Au TNS deux auteurs « classiques dans de grands textes sur la passion amoureuse

« La dame aux camélias » d’Alexandre Dumas fils mis en scène par Arthur Nauzyciel

« Les palmiers sauvages » de William Faulkner par Séverine Chavrier directrice du CDN Orléans/Centre Val de Loire.

Dans le foisonnement des spectacles inscrites au programme du Maillon certains nous semblent quasiment indispensables à voir, comme:

« Hymn to love » de Marta Gornicka qui dirige ce choeur saisissant qui dénonce le populisme  comme précédemment dans son « Magnificat » il dénonçait  le sort réservé aux femmes dans la catholique Pologne.

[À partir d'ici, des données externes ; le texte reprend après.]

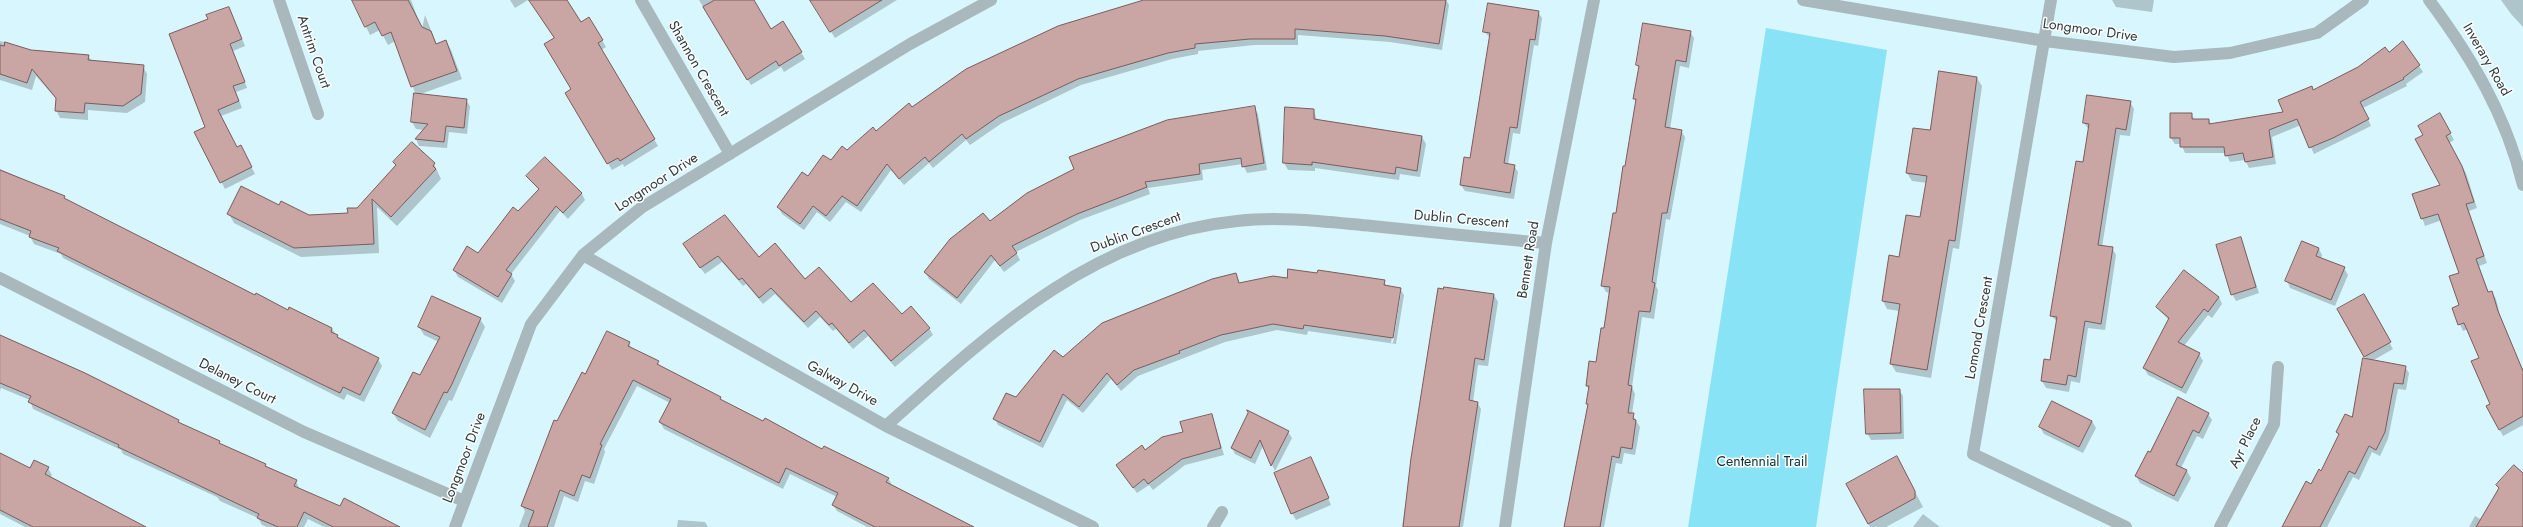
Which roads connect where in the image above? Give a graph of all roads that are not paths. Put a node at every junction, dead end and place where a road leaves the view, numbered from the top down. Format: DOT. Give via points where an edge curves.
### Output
graph roads {
  1 [pos="279,0"];
  2 [pos="641,0"];
  3 [pos="991,0"];
  4 [pos="1594,0"];
  5 [pos="1803,0"];
  6 [pos="2051,0"];
  7 [pos="2363,0"];
  8 [pos="2429,0"];
  9 [pos="2045,41"];
  10 [pos="318,114"];
  11 [pos="730,154"];
  12 [pos="2523,185"];
  13 [pos="1546,243"];
  14 [pos="582,256"];
  15 [pos="0,278"];
  16 [pos="2278,367"];
  17 [pos="886,426"];
  18 [pos="464,501"];
  19 [pos="1222,512"];
  20 [pos="455,527"];
  21 [pos="1093,527"];
  22 [pos="1214,527"];
  23 [pos="1505,527"];
  24 [pos="2126,527"];
  25 [pos="2220,527"];
  1 -- 10 [label="street, Antrim Court"];
  2 -- 11 [label="street, Shannon Crescent"];
  3 -- 11 [label="street, Longmoor Drive" via="910,44"];
  4 -- 13 [label="street, Bennett Road"];
  5 -- 9 [label="street, Longmoor Drive"];
  6 -- 9 [label="street"];
  7 -- 9 [label="street, Longmoor Drive" via="2317,33 2230,53 2174,58"];
  8 -- 12 [label="street, Inverary Road" via="2461,43 2491,94 2518,164"];
  9 -- 24 [label="street, Lomond Crescent" via="1973,454"];
  11 -- 14 [label="street, Longmoor Drive" via="641,208"];
  13 -- 17 [label="street, Dublin Crescent" via="1303,220 1238,220 1178,231 1102,259 1037,299 962,357"];
  13 -- 23 [label="street, Bennett Road"];
  14 -- 17 [label="street, Galway Drive"];
  14 -- 18 [label="street, Longmoor Drive" via="532,324"];
  15 -- 18 [label="street, Delaney Court" via="304,432"];
  16 -- 25 [label="street, Ayr Place" via="2274,424"];
  17 -- 21 [label="street, Galway Drive"];
  18 -- 20 [label="street, Longmoor Drive"];
  19 -- 22 [label="street"];
}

« Eins zwei drei » qui signe le retour de Martin Zimmermann

« Bacchantes-Prélude pour une purge « , un spectacle de danse joyeux et ébouriffé de la chorégraphe cap-verdienne Marléne Monteiro Freitas présenté avec Pôle-Sud

« Beytna » un grand rituel avec invitation à partager un repas élaboré pendant la représentation du chorégraphe libanais Omar Rajen en collaboration avec, entre autres, le belge que nous connaissons bien, Koen Augustijnen

« Requiem pour L. », retour très attendu des Ballets C de la B pour cette oeuvre de Mozart interprétée par des artistes  venus de plusieurs continents dirigés par Fabrizio Cassol et Alain Platel, présenté avec Pôle-Sud

« Optraken » du Galactik Ensemble  présente cinq acrobates  performant et drôles

« Humanoptères » de Clément Dazin nous emmène à Offenburg pour apprécier les sept performers-jongleurs qui s’y produiront.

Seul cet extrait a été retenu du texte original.